> **What to do**
Retype all of the listing exactly, passing over any picture you find.

####################

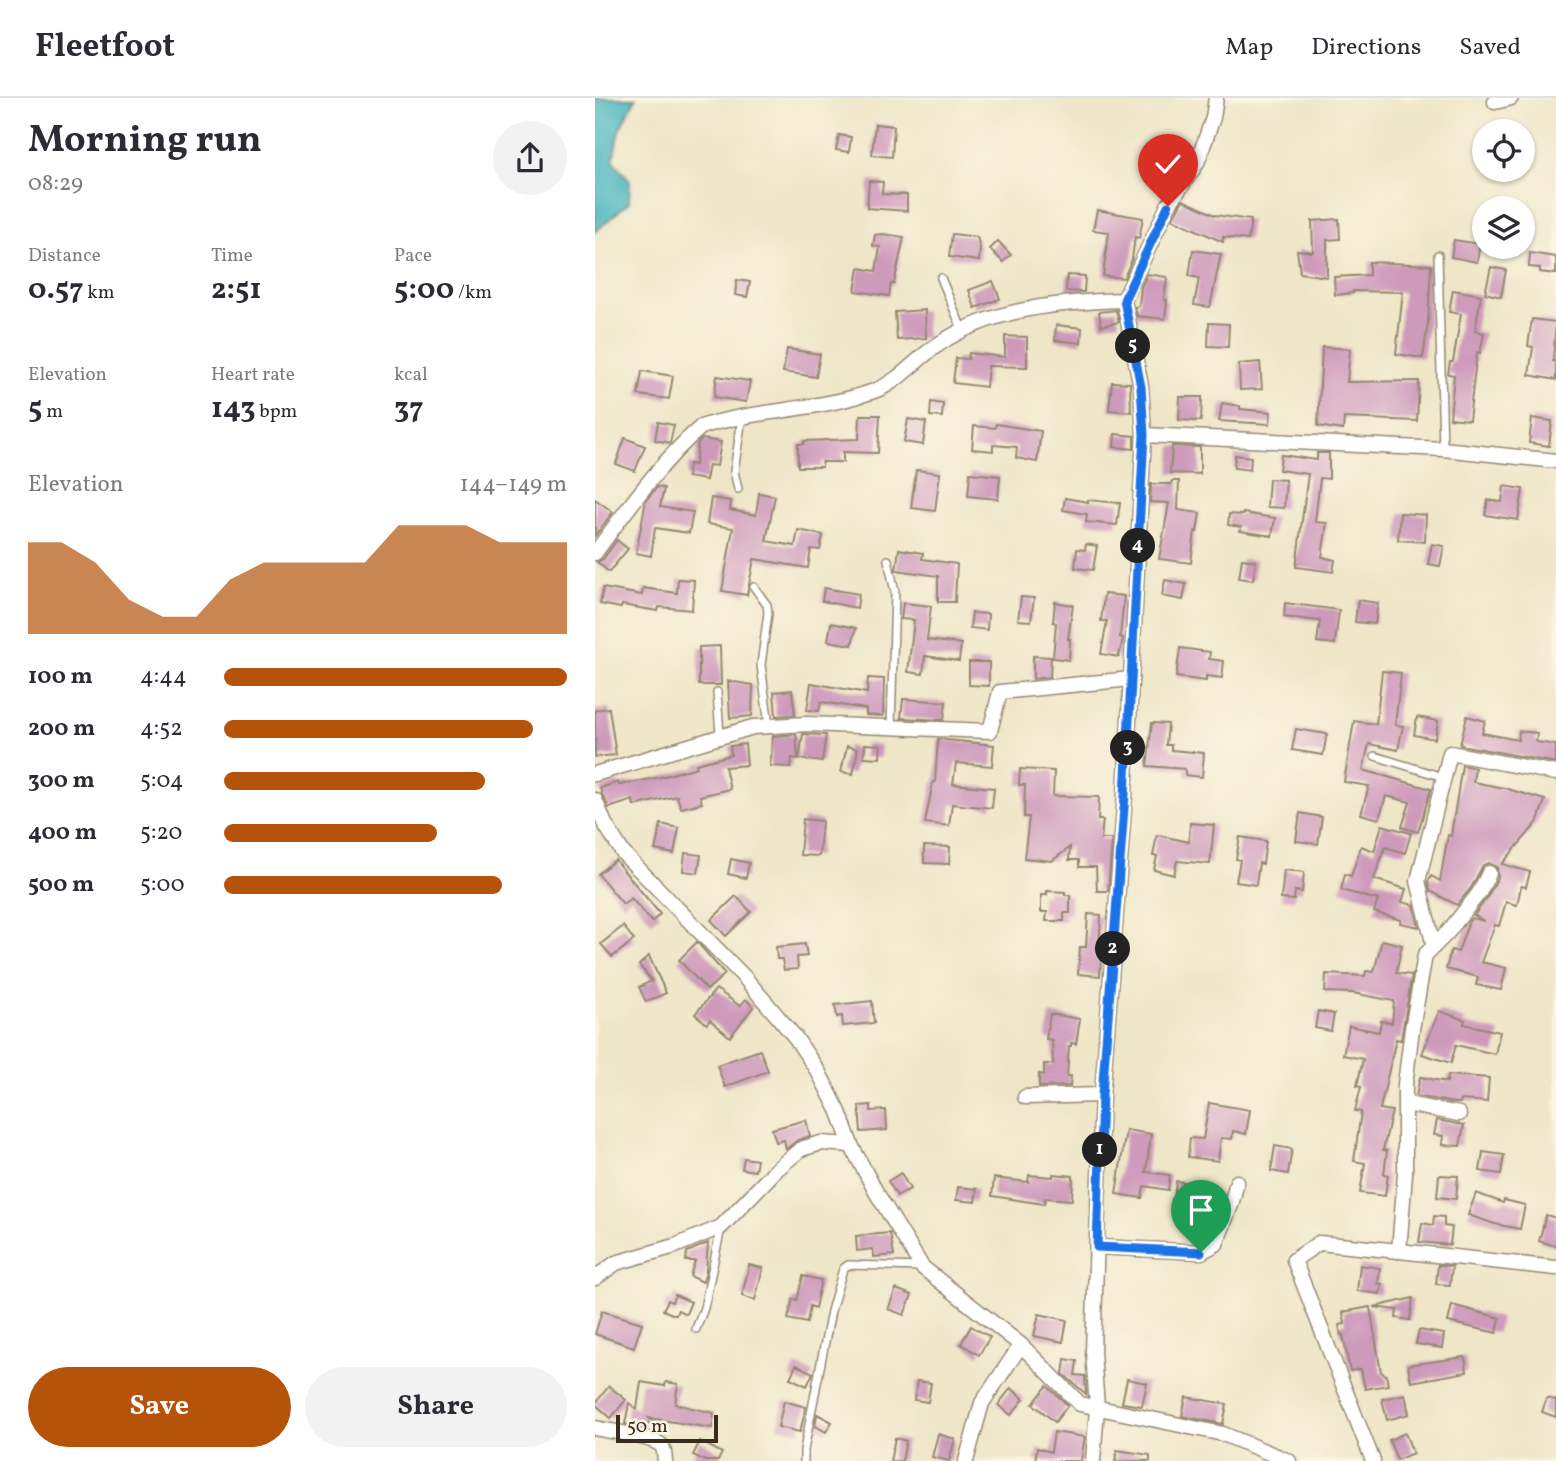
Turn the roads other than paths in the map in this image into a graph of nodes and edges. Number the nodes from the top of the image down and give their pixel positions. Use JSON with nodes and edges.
{"nodes":[{"id":1,"x":1216,"y":98,"type":"edge"},
{"id":2,"x":1511,"y":98,"type":"edge"},
{"id":3,"x":1495,"y":102,"type":"dead end"},
{"id":4,"x":1438,"y":255,"type":"dead end"},
{"id":5,"x":941,"y":278,"type":"dead end"},
{"id":6,"x":1124,"y":300,"type":"junction"},
{"id":7,"x":962,"y":329,"type":"junction"},
{"id":8,"x":742,"y":417,"type":"junction"},
{"id":9,"x":1144,"y":435,"type":"junction"},
{"id":10,"x":1443,"y":449,"type":"junction"},
{"id":11,"x":1556,"y":461,"type":"edge"},
{"id":12,"x":738,"y":489,"type":"dead end"},
{"id":13,"x":595,"y":553,"type":"edge"},
{"id":14,"x":888,"y":559,"type":"dead end"},
{"id":15,"x":754,"y":587,"type":"dead end"},
{"id":16,"x":1131,"y":679,"type":"junction"},
{"id":17,"x":717,"y":692,"type":"dead end"},
{"id":18,"x":769,"y":726,"type":"junction"},
{"id":19,"x":891,"y":727,"type":"junction"},
{"id":20,"x":720,"y":735,"type":"junction"},
{"id":21,"x":1375,"y":756,"type":"dead end"},
{"id":22,"x":1556,"y":773,"type":"edge"},
{"id":23,"x":595,"y":774,"type":"edge"},
{"id":24,"x":1443,"y":777,"type":"junction"},
{"id":25,"x":595,"y":800,"type":"edge"},
{"id":26,"x":1489,"y":873,"type":"dead end"},
{"id":27,"x":1434,"y":946,"type":"junction"},
{"id":28,"x":1102,"y":1095,"type":"junction"},
{"id":29,"x":1025,"y":1097,"type":"dead end"},
{"id":30,"x":1406,"y":1104,"type":"junction"},
{"id":31,"x":1459,"y":1114,"type":"dead end"},
{"id":32,"x":851,"y":1145,"type":"junction"},
{"id":33,"x":1237,"y":1182,"type":"dead end"},
{"id":34,"x":721,"y":1227,"type":"junction"},
{"id":35,"x":1097,"y":1247,"type":"junction"},
{"id":36,"x":1399,"y":1251,"type":"junction"},
{"id":37,"x":922,"y":1267,"type":"junction"},
{"id":38,"x":1556,"y":1268,"type":"edge"},
{"id":39,"x":595,"y":1278,"type":"edge"},
{"id":40,"x":696,"y":1329,"type":"dead end"},
{"id":41,"x":1021,"y":1345,"type":"junction"},
{"id":42,"x":1097,"y":1408,"type":"junction"},
{"id":43,"x":595,"y":1428,"type":"edge"},
{"id":44,"x":665,"y":1461,"type":"edge"},
{"id":45,"x":804,"y":1461,"type":"edge"},
{"id":46,"x":966,"y":1461,"type":"edge"},
{"id":47,"x":1093,"y":1461,"type":"edge"},
{"id":48,"x":1289,"y":1461,"type":"edge"},
{"id":49,"x":1373,"y":1461,"type":"edge"}],
"edges":[{"from":1,"to":6,"type":"street"},
{"from":2,"to":3,"type":"street"},
{"from":4,"to":10,"type":"lane"},
{"from":5,"to":7,"type":"lane"},
{"from":6,"to":7,"type":"street"},
{"from":6,"to":9,"type":"street"},
{"from":7,"to":8,"type":"street"},
{"from":8,"to":12,"type":"lane"},
{"from":8,"to":13,"type":"street"},
{"from":9,"to":10,"type":"street"},
{"from":9,"to":16,"type":"street"},
{"from":10,"to":11,"type":"street"},
{"from":14,"to":19,"type":"lane"},
{"from":15,"to":18,"type":"lane"},
{"from":16,"to":19,"type":"street"},
{"from":16,"to":28,"type":"street"},
{"from":17,"to":20,"type":"lane"},
{"from":18,"to":19,"type":"street"},
{"from":18,"to":20,"type":"street"},
{"from":20,"to":23,"type":"street"},
{"from":21,"to":24,"type":"lane"},
{"from":22,"to":24,"type":"street"},
{"from":24,"to":27,"type":"street"},
{"from":25,"to":32,"type":"street"},
{"from":26,"to":27,"type":"street"},
{"from":27,"to":30,"type":"street"},
{"from":28,"to":29,"type":"street"},
{"from":28,"to":35,"type":"street"},
{"from":30,"to":31,"type":"street"},
{"from":30,"to":36,"type":"street"},
{"from":32,"to":34,"type":"street"},
{"from":32,"to":37,"type":"street"},
{"from":33,"to":35,"type":"street"},
{"from":34,"to":39,"type":"street"},
{"from":34,"to":40,"type":"lane"},
{"from":35,"to":42,"type":"street"},
{"from":36,"to":38,"type":"street"},
{"from":36,"to":49,"type":"street"},
{"from":37,"to":41,"type":"street"},
{"from":37,"to":45,"type":"lane"},
{"from":41,"to":42,"type":"street"},
{"from":41,"to":46,"type":"street"},
{"from":42,"to":47,"type":"street"},
{"from":42,"to":48,"type":"street"},
{"from":43,"to":44,"type":"street"}]}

####################

> **Task solution**
Turn the roads other than paths in the map in this image into a graph of nodes and edges. Number the nodes from the top of the image down and give their pixel positions. Use JSON with nodes and edges.
{"nodes":[{"id":1,"x":1216,"y":98,"type":"edge"},
{"id":2,"x":1511,"y":98,"type":"edge"},
{"id":3,"x":1495,"y":102,"type":"dead end"},
{"id":4,"x":1438,"y":255,"type":"dead end"},
{"id":5,"x":941,"y":278,"type":"dead end"},
{"id":6,"x":1124,"y":300,"type":"junction"},
{"id":7,"x":962,"y":329,"type":"junction"},
{"id":8,"x":742,"y":417,"type":"junction"},
{"id":9,"x":1144,"y":435,"type":"junction"},
{"id":10,"x":1443,"y":449,"type":"junction"},
{"id":11,"x":1556,"y":461,"type":"edge"},
{"id":12,"x":738,"y":489,"type":"dead end"},
{"id":13,"x":595,"y":553,"type":"edge"},
{"id":14,"x":888,"y":559,"type":"dead end"},
{"id":15,"x":754,"y":587,"type":"dead end"},
{"id":16,"x":1131,"y":679,"type":"junction"},
{"id":17,"x":717,"y":692,"type":"dead end"},
{"id":18,"x":769,"y":726,"type":"junction"},
{"id":19,"x":891,"y":727,"type":"junction"},
{"id":20,"x":720,"y":735,"type":"junction"},
{"id":21,"x":1375,"y":756,"type":"dead end"},
{"id":22,"x":1556,"y":773,"type":"edge"},
{"id":23,"x":595,"y":774,"type":"edge"},
{"id":24,"x":1443,"y":777,"type":"junction"},
{"id":25,"x":595,"y":800,"type":"edge"},
{"id":26,"x":1489,"y":873,"type":"dead end"},
{"id":27,"x":1434,"y":946,"type":"junction"},
{"id":28,"x":1102,"y":1095,"type":"junction"},
{"id":29,"x":1025,"y":1097,"type":"dead end"},
{"id":30,"x":1406,"y":1104,"type":"junction"},
{"id":31,"x":1459,"y":1114,"type":"dead end"},
{"id":32,"x":851,"y":1145,"type":"junction"},
{"id":33,"x":1237,"y":1182,"type":"dead end"},
{"id":34,"x":721,"y":1227,"type":"junction"},
{"id":35,"x":1097,"y":1247,"type":"junction"},
{"id":36,"x":1399,"y":1251,"type":"junction"},
{"id":37,"x":922,"y":1267,"type":"junction"},
{"id":38,"x":1556,"y":1268,"type":"edge"},
{"id":39,"x":595,"y":1278,"type":"edge"},
{"id":40,"x":696,"y":1329,"type":"dead end"},
{"id":41,"x":1021,"y":1345,"type":"junction"},
{"id":42,"x":1097,"y":1408,"type":"junction"},
{"id":43,"x":595,"y":1428,"type":"edge"},
{"id":44,"x":665,"y":1461,"type":"edge"},
{"id":45,"x":804,"y":1461,"type":"edge"},
{"id":46,"x":966,"y":1461,"type":"edge"},
{"id":47,"x":1093,"y":1461,"type":"edge"},
{"id":48,"x":1289,"y":1461,"type":"edge"},
{"id":49,"x":1373,"y":1461,"type":"edge"}],
"edges":[{"from":1,"to":6,"type":"street"},
{"from":2,"to":3,"type":"street"},
{"from":4,"to":10,"type":"lane"},
{"from":5,"to":7,"type":"lane"},
{"from":6,"to":7,"type":"street"},
{"from":6,"to":9,"type":"street"},
{"from":7,"to":8,"type":"street"},
{"from":8,"to":12,"type":"lane"},
{"from":8,"to":13,"type":"street"},
{"from":9,"to":10,"type":"street"},
{"from":9,"to":16,"type":"street"},
{"from":10,"to":11,"type":"street"},
{"from":14,"to":19,"type":"lane"},
{"from":15,"to":18,"type":"lane"},
{"from":16,"to":19,"type":"street"},
{"from":16,"to":28,"type":"street"},
{"from":17,"to":20,"type":"lane"},
{"from":18,"to":19,"type":"street"},
{"from":18,"to":20,"type":"street"},
{"from":20,"to":23,"type":"street"},
{"from":21,"to":24,"type":"lane"},
{"from":22,"to":24,"type":"street"},
{"from":24,"to":27,"type":"street"},
{"from":25,"to":32,"type":"street"},
{"from":26,"to":27,"type":"street"},
{"from":27,"to":30,"type":"street"},
{"from":28,"to":29,"type":"street"},
{"from":28,"to":35,"type":"street"},
{"from":30,"to":31,"type":"street"},
{"from":30,"to":36,"type":"street"},
{"from":32,"to":34,"type":"street"},
{"from":32,"to":37,"type":"street"},
{"from":33,"to":35,"type":"street"},
{"from":34,"to":39,"type":"street"},
{"from":34,"to":40,"type":"lane"},
{"from":35,"to":42,"type":"street"},
{"from":36,"to":38,"type":"street"},
{"from":36,"to":49,"type":"street"},
{"from":37,"to":41,"type":"street"},
{"from":37,"to":45,"type":"lane"},
{"from":41,"to":42,"type":"street"},
{"from":41,"to":46,"type":"street"},
{"from":42,"to":47,"type":"street"},
{"from":42,"to":48,"type":"street"},
{"from":43,"to":44,"type":"street"}]}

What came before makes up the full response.